Illumina library preparation and sequencing

One nanogram of genomic DNA was used for whole genome sequencing using the Nextera XT DNA Prep kit (Illumina, San Diego, CA). Library quantification was performed via Qubit (Invitrogen, Waltham, MA), and fragment size was estimated using a 4200 TapeStation System (Agilent, Santa Clara, CA). The final library was sequenced using an Illumina MiSeq (Illumina, San Diego, CA) with v3 600 cycle sequencing kit (2 × 300 bp) following the manufacturer’s instructions.

Genome assembly and analysis

FASTQ read pairs were adapter trimmed, length filtered (minlength = 75), and merged using bbduk and bbmerge from the bbtools software package v38.79 (options: rem, k = 62, extend2 = 50, ecct, vstrict, mininsert = 75) [6]. Reads were mapped to reference genomes using minimap2 v2.24 [7]. De novo assembly was performed using SPAdes v3.15.5 (options: --careful, --cov-cutoff 5) [8]. Assembly re-scaffolding relied on the script that is bundled with the MaSuRCA assembler v4.6.1 (option --nb enabled) [9]. De novo gene prediction was performed using Genemark_ES v4.71, and reference genes were aligned to the de novo assembly using the annotation transfer tool, Liftoff v1.6.3 (options --polish and --copies) [10, 11]. GTF files containing predictions or annotations were parsed using AGAT v1.2.0 ( to summarize the number of complete and incomplete protein coding genes [12]. A BUSCO analysis was performed to estimate genome completeness of draft assemblies using BUSCO v5.4.7 and the OrthoDB v10/Coccidia dataset [13]. Synteny between assemblies was assessed using Mauve [14]. Whole genome phylogenetic distances were calculated using phylonium v1.7 (options --2pass --complete-deletion) [15]. Neighbor-joining phylogeny was built using the mattools nj command and tree formatting and plotting was performed using the R packages phangorn v2.11.1, ggtree v3.8.2, and ggplot2 v3.4.3 [16,17,18]. Gene marker phylogenetic analyses were performed by extracting and concatenating three loci from all available whole genome C. cayetanensis assemblies on NCBI in the following order: partial apicoplast genome ( 18 kb), putative cysteine proteinase ( 1.5 kb), partial polyamine-modulated factor 1-binding protein 1 ( 2.5 kb).
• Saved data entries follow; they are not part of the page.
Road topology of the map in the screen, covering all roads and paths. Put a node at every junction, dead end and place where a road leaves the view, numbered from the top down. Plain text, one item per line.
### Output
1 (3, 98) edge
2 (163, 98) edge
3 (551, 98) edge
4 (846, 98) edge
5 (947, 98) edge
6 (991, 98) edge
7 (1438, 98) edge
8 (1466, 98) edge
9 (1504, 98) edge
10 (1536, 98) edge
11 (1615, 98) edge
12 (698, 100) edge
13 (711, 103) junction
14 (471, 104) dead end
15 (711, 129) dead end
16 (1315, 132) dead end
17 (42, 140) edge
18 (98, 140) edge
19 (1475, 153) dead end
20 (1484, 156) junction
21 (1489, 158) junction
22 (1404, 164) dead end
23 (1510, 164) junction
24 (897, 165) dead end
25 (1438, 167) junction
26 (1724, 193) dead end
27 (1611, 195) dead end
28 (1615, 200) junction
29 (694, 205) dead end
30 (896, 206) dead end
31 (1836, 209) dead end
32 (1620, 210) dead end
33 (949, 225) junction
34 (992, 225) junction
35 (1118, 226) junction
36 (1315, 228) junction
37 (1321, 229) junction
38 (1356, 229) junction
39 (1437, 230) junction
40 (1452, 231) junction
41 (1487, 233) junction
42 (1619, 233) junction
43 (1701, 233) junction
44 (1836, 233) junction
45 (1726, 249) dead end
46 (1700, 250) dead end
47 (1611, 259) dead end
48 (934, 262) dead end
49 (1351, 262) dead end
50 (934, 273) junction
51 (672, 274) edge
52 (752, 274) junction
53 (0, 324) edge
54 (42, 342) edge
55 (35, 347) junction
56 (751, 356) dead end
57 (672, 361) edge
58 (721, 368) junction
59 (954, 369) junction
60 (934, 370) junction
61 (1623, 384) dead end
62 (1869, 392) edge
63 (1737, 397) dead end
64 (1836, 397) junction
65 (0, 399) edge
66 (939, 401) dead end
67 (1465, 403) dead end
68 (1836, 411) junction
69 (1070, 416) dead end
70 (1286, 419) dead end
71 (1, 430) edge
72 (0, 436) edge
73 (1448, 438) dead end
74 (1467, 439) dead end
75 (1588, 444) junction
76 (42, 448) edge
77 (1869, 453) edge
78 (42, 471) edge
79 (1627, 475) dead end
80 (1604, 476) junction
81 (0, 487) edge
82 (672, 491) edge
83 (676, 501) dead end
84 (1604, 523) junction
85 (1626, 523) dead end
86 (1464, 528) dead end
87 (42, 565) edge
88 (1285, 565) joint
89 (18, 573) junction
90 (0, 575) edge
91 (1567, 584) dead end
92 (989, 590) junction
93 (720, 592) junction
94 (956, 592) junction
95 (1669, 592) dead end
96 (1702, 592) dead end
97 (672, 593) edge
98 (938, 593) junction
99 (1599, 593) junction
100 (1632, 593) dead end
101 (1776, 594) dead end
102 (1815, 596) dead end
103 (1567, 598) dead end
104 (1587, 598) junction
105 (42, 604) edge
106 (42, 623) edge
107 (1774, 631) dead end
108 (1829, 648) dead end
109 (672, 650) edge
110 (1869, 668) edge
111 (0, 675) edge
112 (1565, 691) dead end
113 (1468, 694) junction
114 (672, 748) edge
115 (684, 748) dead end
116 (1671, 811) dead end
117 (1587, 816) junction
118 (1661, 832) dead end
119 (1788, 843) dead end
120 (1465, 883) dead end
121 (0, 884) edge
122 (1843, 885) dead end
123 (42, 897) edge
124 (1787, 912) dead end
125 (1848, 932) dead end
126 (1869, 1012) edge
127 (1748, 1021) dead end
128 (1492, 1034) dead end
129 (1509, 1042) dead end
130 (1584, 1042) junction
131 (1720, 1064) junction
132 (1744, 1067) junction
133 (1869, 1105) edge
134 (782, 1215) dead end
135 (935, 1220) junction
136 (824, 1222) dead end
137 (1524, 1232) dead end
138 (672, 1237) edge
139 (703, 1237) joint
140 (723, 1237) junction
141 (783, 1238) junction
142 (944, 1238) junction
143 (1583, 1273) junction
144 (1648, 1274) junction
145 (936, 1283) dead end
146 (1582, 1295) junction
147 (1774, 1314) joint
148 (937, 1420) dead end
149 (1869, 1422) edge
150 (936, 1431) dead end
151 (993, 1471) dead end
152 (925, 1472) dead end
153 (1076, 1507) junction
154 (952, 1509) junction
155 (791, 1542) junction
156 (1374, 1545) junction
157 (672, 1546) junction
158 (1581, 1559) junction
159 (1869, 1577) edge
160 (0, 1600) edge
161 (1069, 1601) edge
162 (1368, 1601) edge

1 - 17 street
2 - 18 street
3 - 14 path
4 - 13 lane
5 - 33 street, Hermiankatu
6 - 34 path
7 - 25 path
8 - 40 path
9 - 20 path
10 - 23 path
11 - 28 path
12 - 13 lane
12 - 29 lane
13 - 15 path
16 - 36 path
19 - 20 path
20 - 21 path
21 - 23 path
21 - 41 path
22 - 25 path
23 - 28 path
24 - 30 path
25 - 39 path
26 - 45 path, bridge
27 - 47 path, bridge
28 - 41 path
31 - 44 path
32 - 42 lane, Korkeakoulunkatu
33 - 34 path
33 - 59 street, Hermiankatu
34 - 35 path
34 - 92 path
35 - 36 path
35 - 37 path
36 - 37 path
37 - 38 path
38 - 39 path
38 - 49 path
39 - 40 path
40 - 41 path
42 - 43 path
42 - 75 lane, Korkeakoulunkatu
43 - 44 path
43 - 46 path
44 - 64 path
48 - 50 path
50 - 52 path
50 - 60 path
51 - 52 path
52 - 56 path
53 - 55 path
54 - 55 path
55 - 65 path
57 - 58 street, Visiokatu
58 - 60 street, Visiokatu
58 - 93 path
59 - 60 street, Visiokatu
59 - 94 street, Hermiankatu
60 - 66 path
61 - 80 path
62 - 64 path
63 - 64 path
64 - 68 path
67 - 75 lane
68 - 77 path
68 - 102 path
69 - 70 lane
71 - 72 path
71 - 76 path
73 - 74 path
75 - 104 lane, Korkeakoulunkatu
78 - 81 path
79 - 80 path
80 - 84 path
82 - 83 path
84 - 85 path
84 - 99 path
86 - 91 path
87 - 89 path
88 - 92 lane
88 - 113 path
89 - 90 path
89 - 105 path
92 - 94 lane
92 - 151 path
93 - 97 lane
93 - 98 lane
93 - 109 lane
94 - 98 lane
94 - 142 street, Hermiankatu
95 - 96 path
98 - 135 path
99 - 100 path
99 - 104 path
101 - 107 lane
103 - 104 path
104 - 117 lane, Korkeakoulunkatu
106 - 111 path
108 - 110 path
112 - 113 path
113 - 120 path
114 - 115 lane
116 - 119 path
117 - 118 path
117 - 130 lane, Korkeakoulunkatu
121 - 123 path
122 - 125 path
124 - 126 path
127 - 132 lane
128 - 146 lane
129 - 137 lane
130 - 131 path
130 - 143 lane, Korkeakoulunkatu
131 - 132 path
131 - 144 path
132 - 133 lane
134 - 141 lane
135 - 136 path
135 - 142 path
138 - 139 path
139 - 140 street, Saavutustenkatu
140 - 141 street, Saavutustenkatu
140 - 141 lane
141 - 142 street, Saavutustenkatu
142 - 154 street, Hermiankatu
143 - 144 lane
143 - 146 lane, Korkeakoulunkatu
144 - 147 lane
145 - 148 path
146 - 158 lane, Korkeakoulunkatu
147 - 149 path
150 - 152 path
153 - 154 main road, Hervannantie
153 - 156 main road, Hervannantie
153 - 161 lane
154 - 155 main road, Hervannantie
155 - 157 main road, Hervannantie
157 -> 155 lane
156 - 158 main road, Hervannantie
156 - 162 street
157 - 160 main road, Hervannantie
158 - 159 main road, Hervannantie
These loci were selected because they have been previously shown to support the recently described lineage designations within C. cayetanensis [4]. The total concatenated length was  22 kb. Assemblies that did not contain all three loci were excluded. Concatenated sequences were aligned using Clustal Omega v1.2.4 with default parameters, and the alignment was then imported into MEGA v11.0.11 to generate Maximum Likelihood (ML), neighbor-joining (NJ), and UPGMA trees using 1000 bootstrap replicates [19]. Genome assemblies and raw sequences are available at NCBI under the BioProject PRJNA1045665.


Assembly metrics and gene predictions

In this study, the genome of an isolate of C. cayetanensis obtained from a human patient in Mexico was sequenced via Illumina MiSeq and given the isolate name USDA_Mex32. To determine if the isolate USDA_Mex32 represents a clonal population, the methods proposed by Barratt et al., (2023) to assess the purity of a strain based on several genotyping loci was used [4]. Based on this analysis, if two or less haplotypes are observed for nuclear loci and only one haplotype is observed for mitochondrial loci, the assumption of a strain pure isolate can be made [4]. Using these criteria, USDA_Mex32 represents a strain pure isolate with the patient sample likely representing a clonal population.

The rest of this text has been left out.